Saved entries:

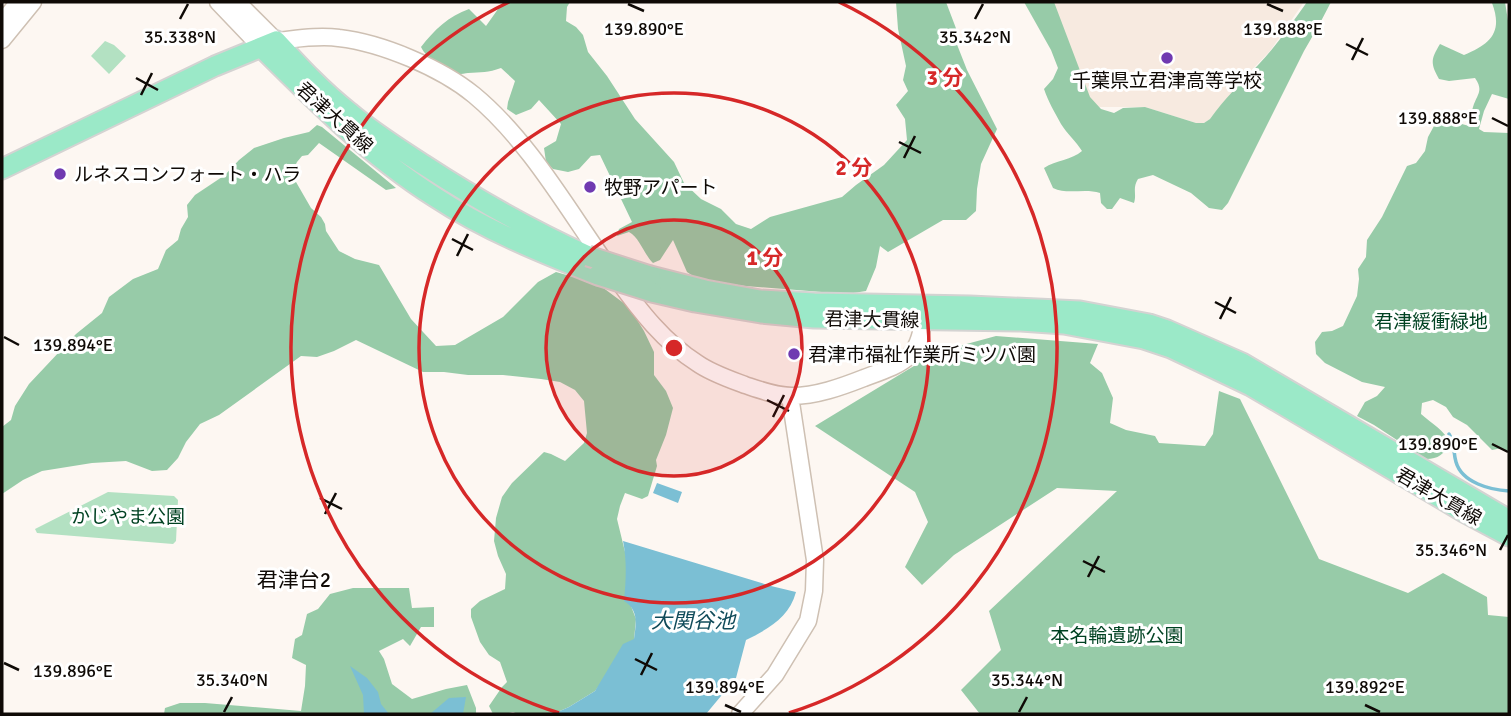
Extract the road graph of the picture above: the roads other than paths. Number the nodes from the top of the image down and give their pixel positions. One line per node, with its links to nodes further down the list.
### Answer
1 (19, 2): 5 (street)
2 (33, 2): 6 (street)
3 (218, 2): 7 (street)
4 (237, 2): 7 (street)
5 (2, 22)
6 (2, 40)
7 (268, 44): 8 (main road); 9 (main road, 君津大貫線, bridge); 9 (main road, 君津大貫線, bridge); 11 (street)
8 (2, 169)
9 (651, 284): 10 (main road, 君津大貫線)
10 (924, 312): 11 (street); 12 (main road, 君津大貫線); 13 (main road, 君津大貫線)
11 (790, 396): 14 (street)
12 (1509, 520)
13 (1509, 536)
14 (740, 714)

> **AIM OF THE EXERCISE**
When you retype the records, keep every word exactly as written and exclude the pictures.

> **TASK RESPONSE**
Extract the road graph of the picture above: the roads other than paths. Number the nodes from the top of the image down and give their pixel positions. One line per node, with its links to nodes further down the list.
### Answer
1 (19, 2): 5 (street)
2 (33, 2): 6 (street)
3 (218, 2): 7 (street)
4 (237, 2): 7 (street)
5 (2, 22)
6 (2, 40)
7 (268, 44): 8 (main road); 9 (main road, 君津大貫線, bridge); 9 (main road, 君津大貫線, bridge); 11 (street)
8 (2, 169)
9 (651, 284): 10 (main road, 君津大貫線)
10 (924, 312): 11 (street); 12 (main road, 君津大貫線); 13 (main road, 君津大貫線)
11 (790, 396): 14 (street)
12 (1509, 520)
13 (1509, 536)
14 (740, 714)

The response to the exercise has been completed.